(Records from a collection)
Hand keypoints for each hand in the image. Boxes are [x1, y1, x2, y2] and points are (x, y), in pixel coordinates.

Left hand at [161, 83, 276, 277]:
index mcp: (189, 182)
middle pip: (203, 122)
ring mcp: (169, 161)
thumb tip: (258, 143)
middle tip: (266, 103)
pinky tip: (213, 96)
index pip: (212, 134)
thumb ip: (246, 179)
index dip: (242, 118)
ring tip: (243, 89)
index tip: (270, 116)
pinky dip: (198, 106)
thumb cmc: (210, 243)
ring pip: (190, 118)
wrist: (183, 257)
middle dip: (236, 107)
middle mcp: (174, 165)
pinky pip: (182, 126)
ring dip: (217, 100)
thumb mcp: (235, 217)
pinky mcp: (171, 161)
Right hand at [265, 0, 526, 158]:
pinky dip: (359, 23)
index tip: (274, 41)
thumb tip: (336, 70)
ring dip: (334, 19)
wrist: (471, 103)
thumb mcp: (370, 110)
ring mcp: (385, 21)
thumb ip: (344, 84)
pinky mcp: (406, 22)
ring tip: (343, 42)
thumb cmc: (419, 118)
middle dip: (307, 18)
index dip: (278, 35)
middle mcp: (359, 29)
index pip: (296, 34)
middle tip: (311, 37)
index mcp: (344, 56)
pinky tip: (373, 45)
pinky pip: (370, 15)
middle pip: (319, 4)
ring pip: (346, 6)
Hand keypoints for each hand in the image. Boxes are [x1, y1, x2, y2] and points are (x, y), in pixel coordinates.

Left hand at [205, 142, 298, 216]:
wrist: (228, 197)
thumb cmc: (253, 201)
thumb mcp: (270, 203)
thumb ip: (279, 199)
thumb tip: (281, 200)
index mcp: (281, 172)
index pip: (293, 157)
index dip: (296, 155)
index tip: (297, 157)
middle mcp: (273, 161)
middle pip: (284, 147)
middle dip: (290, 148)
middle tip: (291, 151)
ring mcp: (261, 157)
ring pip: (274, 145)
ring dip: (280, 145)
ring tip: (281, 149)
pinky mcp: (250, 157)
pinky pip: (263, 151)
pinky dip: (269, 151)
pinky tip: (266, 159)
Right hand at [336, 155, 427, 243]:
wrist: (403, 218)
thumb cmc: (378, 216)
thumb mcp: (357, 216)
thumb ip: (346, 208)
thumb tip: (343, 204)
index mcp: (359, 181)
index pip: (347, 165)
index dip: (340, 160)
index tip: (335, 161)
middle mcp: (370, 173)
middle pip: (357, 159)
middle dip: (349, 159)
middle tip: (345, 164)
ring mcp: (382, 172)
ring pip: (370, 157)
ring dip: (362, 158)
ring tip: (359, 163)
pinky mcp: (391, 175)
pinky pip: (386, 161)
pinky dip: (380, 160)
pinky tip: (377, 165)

EXERCISE PROMPT → All that belongs in the answer is an exact copy of the lines from the start of the records above through the line with "thumb mcp: (357, 216)".

SOLUTION BELOW →
Hand keypoints for each hand in the image. Boxes are [x1, y1, x2, y2] and points are (x, y), in pixel coordinates.

Left hand at [161, 83, 276, 277]:
index mcp: (189, 182)
middle pip: (203, 122)
ring mcp: (169, 161)
thumb tip: (258, 143)
middle tip: (266, 103)
pinky tip: (213, 96)
index pip: (212, 134)
thumb ip: (246, 179)
index dip: (242, 118)
ring tip: (243, 89)
index tip: (270, 116)
pinky dip: (198, 106)
thumb cmc: (210, 243)
ring pip: (190, 118)
wrist: (183, 257)
middle dip: (236, 107)
middle mcp: (174, 165)
pinky pip: (182, 126)
ring dip: (217, 100)
thumb mcp: (235, 217)
pinky mcp: (171, 161)
Right hand at [265, 0, 526, 158]:
pinky dip: (359, 23)
index tip: (274, 41)
thumb tip: (336, 70)
ring dip: (334, 19)
wrist: (471, 103)
thumb mcp: (370, 110)
ring mcp: (385, 21)
thumb ip: (344, 84)
pinky mcp: (406, 22)
ring tip: (343, 42)
thumb cmc: (419, 118)
middle dip: (307, 18)
index dip: (278, 35)
middle mcp: (359, 29)
index pip: (296, 34)
middle tip: (311, 37)
index mcp: (344, 56)
pinky tip: (373, 45)
pinky pip: (370, 15)
middle pip: (319, 4)
ring pip: (346, 6)
Hand keypoints for each hand in the image. Boxes are [x1, y1, x2, y2] and points are (x, y), in pixel coordinates.

Left hand at [205, 142, 298, 216]:
wrist: (228, 197)
thumb cmc: (253, 201)
thumb mcp: (270, 203)
thumb ip: (279, 199)
thumb tip: (281, 200)
index mcp: (281, 172)
index pip: (293, 157)
index dip: (296, 155)
index tip: (297, 157)
middle mcp: (273, 161)
middle pip: (284, 147)
middle dip: (290, 148)
middle tip: (291, 151)
ring mcp: (261, 157)
ring pip: (274, 145)
ring dip: (280, 145)
ring tip: (281, 149)
pinky mcp: (250, 157)
pinky pip: (263, 151)
pinky dip: (269, 151)
pinky tip: (266, 159)
Right hand at [336, 155, 427, 243]:
wrist: (403, 218)
thumb cmc: (378, 216)
thumb mcp: (357, 216)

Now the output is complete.